§ THE PROBLEM: The required output is all lines below that contain the word "give".

(Stored items)

◇ ◇ ◇

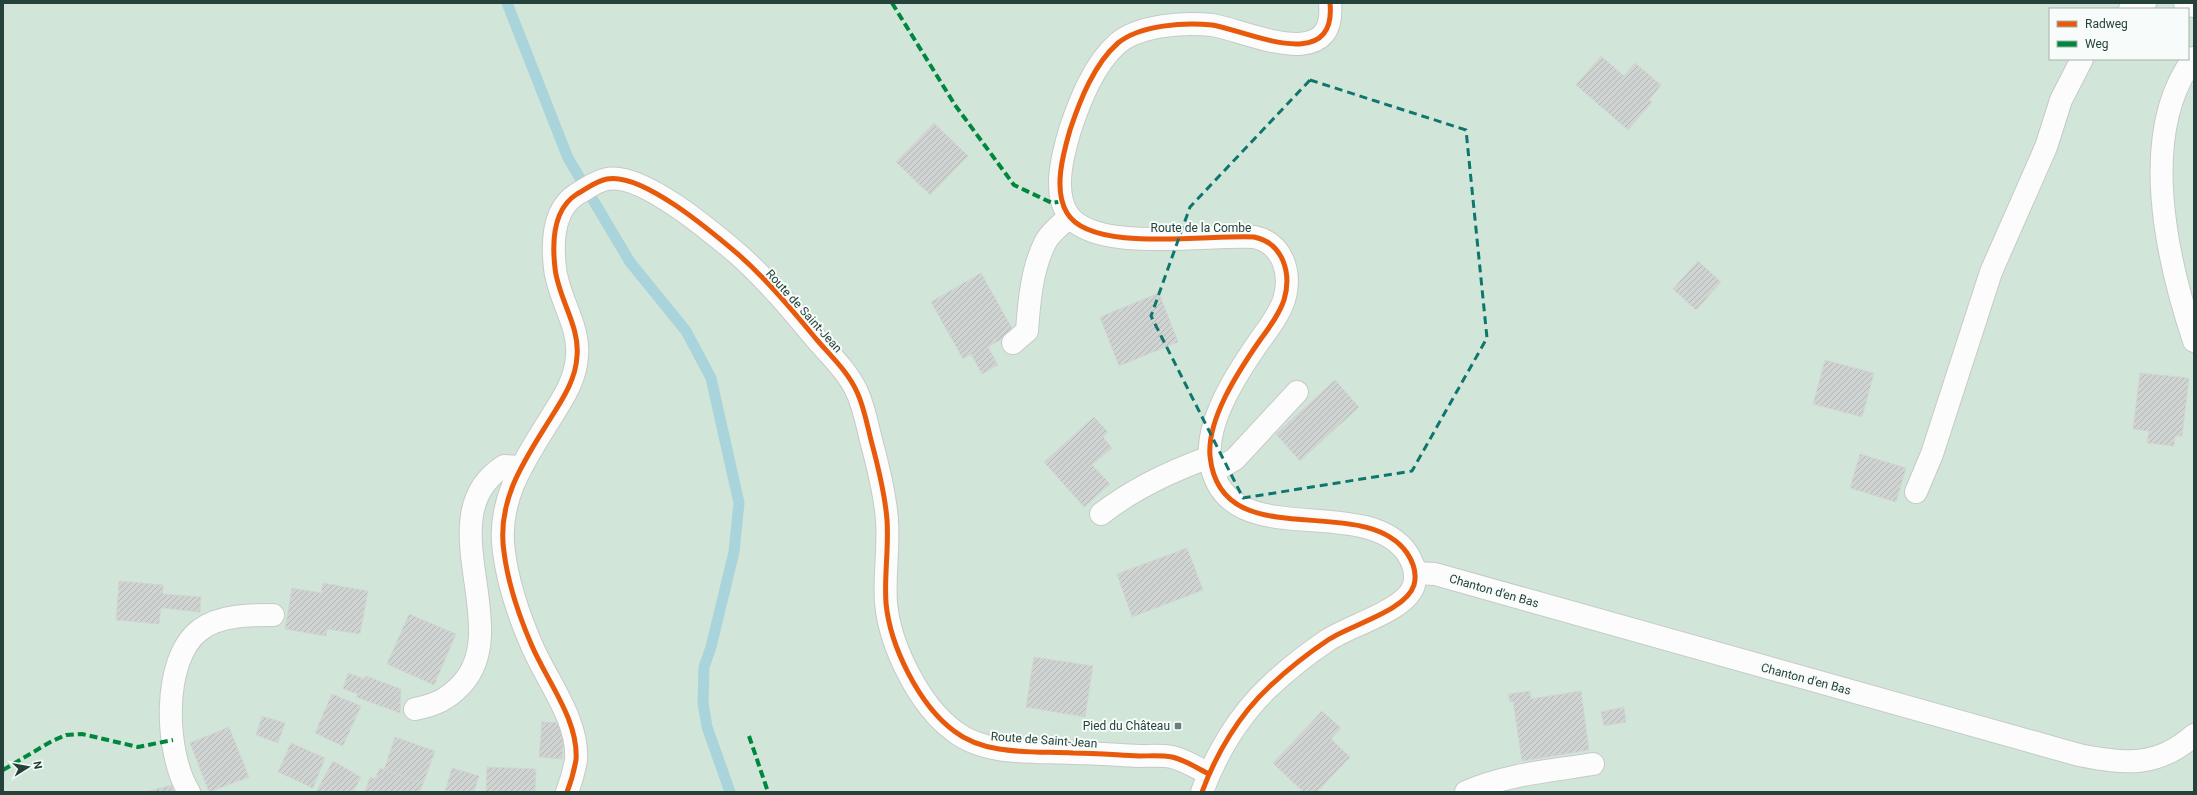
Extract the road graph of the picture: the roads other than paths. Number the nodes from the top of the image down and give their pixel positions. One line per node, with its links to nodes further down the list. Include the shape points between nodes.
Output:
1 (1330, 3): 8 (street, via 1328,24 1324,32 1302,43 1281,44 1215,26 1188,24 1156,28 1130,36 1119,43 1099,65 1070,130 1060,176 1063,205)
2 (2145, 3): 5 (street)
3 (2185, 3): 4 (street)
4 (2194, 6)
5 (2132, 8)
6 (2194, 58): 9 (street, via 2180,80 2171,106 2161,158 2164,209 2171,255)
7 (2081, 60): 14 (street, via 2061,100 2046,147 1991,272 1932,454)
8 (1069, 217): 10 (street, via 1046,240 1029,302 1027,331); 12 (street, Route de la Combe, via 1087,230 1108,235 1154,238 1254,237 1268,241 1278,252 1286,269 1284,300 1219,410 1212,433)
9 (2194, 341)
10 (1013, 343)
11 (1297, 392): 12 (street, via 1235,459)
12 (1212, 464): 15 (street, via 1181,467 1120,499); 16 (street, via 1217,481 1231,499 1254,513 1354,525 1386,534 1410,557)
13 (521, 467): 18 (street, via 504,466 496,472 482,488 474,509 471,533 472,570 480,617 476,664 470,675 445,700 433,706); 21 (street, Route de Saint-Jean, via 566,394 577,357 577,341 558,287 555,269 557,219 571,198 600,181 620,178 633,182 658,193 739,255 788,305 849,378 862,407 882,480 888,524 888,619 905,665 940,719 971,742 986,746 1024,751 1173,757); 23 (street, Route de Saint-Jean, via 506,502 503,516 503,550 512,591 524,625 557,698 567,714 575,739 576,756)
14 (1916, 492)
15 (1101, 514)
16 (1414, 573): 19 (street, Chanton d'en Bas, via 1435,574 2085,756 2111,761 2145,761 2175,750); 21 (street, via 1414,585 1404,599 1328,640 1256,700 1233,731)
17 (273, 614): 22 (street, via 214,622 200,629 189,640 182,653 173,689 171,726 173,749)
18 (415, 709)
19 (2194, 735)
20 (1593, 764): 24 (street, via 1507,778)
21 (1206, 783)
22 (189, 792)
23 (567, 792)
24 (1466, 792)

◇ ◇ ◇

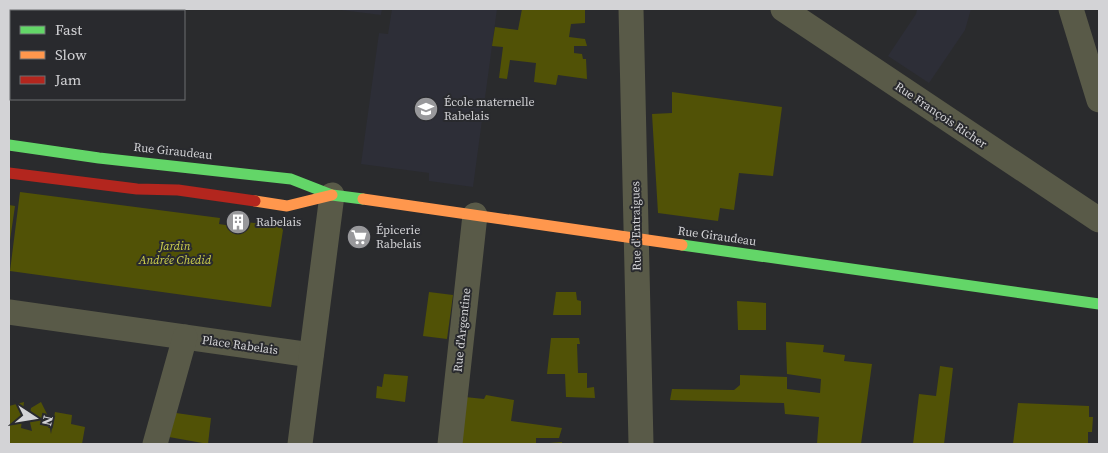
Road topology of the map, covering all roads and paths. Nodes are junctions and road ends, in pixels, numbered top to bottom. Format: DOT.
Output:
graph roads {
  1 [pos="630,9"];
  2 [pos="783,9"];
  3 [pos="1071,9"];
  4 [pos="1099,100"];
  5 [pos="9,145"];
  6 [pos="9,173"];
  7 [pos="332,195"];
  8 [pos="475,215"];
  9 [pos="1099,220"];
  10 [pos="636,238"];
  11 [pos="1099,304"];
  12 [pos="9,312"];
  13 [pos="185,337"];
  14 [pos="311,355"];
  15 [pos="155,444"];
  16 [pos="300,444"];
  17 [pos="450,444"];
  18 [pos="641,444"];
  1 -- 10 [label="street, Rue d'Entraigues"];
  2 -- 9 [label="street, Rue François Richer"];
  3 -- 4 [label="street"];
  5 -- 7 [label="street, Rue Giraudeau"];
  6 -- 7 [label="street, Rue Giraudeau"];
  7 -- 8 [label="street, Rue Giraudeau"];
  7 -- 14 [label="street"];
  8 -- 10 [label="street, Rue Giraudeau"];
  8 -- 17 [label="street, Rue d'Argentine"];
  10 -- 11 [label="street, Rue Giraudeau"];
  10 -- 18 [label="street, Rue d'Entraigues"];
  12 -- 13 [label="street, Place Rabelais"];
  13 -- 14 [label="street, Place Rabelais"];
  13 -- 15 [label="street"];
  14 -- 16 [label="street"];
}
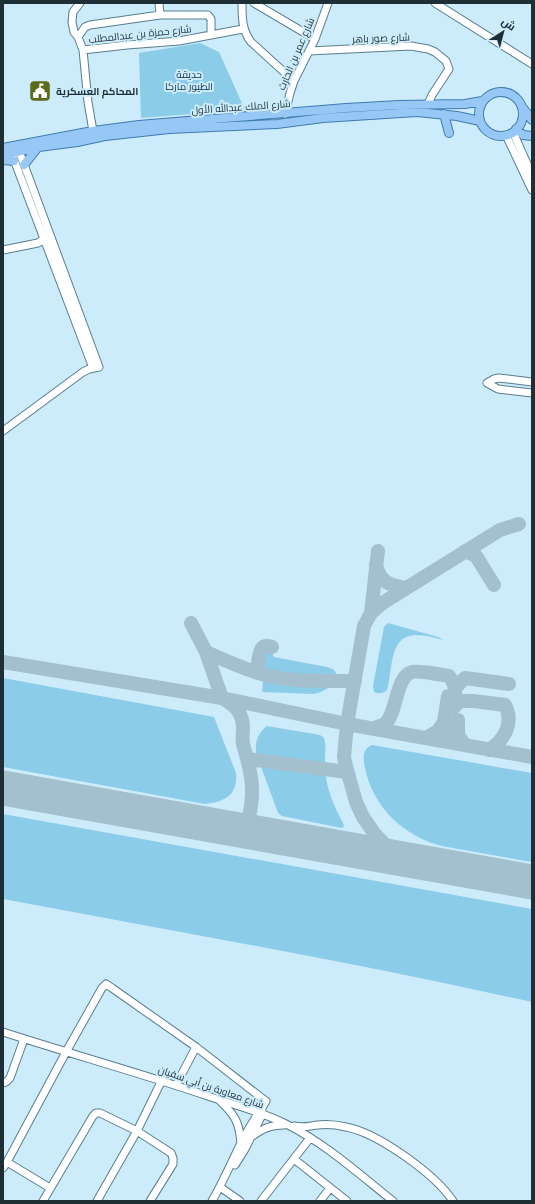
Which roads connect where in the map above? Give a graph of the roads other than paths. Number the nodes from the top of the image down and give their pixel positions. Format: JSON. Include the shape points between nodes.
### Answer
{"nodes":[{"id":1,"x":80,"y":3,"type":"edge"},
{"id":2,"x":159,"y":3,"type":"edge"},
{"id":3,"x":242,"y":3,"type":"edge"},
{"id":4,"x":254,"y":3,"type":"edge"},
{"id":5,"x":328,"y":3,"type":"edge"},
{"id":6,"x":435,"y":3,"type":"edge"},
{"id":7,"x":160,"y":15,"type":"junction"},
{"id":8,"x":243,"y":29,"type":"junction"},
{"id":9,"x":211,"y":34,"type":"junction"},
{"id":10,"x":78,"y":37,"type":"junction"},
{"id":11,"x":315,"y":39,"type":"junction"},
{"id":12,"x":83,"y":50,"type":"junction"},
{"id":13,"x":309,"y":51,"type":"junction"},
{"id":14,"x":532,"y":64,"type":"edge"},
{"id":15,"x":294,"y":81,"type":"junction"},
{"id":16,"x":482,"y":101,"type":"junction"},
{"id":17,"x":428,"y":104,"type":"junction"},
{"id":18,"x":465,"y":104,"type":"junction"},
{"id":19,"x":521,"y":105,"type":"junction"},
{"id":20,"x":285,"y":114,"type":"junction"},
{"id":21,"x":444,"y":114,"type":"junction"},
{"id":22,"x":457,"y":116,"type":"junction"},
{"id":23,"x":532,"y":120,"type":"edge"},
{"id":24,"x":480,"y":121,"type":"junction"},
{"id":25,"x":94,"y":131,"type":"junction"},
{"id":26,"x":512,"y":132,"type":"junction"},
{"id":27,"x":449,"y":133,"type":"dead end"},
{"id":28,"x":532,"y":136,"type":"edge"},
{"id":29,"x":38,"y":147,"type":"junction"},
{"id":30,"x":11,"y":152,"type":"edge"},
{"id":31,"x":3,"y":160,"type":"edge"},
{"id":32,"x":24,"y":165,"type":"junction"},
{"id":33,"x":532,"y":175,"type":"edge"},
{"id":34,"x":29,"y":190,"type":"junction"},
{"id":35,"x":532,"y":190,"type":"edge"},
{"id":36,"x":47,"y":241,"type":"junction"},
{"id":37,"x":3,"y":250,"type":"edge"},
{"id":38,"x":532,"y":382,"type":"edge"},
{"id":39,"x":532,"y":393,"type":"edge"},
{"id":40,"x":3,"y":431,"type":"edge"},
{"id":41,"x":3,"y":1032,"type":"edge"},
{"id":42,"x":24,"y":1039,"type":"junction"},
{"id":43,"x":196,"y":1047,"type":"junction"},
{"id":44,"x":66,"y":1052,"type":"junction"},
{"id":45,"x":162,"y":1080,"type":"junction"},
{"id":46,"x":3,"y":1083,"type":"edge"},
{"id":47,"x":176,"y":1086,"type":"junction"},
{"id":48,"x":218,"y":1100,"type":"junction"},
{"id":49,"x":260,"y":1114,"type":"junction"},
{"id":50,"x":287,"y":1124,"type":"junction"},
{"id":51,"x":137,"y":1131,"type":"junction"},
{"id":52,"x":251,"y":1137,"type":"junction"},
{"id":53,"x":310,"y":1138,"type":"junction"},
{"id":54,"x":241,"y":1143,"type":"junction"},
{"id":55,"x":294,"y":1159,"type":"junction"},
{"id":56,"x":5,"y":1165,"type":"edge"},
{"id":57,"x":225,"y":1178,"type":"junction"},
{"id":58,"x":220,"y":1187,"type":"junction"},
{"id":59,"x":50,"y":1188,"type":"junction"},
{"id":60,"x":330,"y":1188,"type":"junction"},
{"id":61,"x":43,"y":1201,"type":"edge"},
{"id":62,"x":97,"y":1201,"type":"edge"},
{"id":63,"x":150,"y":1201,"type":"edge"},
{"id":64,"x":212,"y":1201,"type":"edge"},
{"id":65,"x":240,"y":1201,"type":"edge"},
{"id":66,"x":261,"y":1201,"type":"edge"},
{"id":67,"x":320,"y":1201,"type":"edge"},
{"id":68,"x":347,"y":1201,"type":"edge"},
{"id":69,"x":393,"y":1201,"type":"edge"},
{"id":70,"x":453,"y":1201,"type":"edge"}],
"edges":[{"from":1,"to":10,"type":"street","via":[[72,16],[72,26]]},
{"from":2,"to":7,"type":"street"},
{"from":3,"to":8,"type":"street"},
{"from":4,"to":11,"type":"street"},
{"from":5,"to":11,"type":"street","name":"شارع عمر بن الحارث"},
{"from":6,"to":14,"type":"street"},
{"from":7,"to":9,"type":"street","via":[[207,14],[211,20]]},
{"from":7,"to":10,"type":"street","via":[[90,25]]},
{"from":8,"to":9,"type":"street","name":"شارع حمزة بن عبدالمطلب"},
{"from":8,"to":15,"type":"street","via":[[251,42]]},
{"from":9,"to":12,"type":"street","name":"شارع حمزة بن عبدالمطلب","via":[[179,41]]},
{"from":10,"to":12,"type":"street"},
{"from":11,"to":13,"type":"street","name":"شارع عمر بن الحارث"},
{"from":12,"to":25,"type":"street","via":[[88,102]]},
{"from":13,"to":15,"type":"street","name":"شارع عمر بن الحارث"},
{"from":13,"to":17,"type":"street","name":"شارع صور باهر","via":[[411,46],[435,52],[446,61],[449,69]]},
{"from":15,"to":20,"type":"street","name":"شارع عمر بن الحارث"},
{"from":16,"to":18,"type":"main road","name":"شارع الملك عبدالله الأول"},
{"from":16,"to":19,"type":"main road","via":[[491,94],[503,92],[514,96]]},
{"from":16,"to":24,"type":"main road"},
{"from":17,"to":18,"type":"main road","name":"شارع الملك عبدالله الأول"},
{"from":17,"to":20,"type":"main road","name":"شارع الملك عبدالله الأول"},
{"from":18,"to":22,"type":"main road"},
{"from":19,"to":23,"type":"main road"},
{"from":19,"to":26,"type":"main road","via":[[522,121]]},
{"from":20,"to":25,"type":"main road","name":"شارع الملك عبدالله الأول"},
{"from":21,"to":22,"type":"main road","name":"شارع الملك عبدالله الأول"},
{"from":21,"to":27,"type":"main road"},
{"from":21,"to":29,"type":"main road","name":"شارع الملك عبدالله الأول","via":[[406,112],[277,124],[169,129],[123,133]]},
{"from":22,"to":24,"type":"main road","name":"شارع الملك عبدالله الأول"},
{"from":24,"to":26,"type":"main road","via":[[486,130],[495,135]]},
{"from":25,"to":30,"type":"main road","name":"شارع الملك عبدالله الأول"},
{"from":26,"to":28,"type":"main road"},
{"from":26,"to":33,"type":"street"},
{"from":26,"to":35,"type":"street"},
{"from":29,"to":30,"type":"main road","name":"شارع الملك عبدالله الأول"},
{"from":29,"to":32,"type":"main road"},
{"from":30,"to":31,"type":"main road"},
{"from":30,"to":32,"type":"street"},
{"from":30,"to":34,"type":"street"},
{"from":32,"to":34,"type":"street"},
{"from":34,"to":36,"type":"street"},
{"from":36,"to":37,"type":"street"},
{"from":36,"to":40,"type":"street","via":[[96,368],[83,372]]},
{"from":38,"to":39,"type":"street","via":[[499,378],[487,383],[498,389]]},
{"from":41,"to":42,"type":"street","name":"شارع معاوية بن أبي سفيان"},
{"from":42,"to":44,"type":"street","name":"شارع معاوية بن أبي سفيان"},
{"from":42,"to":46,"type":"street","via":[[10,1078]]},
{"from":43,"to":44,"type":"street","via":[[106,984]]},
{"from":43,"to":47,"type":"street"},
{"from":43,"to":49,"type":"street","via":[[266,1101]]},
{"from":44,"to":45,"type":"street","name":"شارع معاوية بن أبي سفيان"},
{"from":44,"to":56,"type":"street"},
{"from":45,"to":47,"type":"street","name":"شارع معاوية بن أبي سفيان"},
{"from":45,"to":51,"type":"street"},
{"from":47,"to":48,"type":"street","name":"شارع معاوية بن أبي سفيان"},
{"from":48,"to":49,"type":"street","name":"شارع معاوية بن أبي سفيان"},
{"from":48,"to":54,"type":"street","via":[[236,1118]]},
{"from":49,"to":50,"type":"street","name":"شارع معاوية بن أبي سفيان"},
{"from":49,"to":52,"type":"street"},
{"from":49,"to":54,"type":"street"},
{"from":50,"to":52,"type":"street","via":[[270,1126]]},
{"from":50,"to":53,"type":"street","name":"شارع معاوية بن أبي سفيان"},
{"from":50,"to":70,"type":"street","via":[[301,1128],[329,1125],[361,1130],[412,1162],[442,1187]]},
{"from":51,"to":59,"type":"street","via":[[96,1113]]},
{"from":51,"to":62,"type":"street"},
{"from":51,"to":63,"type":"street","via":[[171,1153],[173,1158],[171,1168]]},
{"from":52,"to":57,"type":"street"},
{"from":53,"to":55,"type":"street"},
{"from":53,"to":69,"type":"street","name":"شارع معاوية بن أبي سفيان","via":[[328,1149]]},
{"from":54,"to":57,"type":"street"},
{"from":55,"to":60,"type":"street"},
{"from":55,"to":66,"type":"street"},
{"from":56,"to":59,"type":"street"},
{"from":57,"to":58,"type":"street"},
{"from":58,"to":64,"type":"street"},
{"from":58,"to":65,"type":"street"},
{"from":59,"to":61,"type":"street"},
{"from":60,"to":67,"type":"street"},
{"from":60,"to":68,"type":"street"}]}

◇ ◇ ◇

§ RESULT FOR THIS TASK:
Extract the road graph of the picture: the roads other than paths. Number the nodes from the top of the image down and give their pixel positions. One line per node, with its links to nodes further down the list. Include the shape points between nodes.
Which roads connect where in the map above? Give a graph of the roads other than paths. Number the nodes from the top of the image down and give their pixel positions. Format: JSON. Include the shape points between nodes.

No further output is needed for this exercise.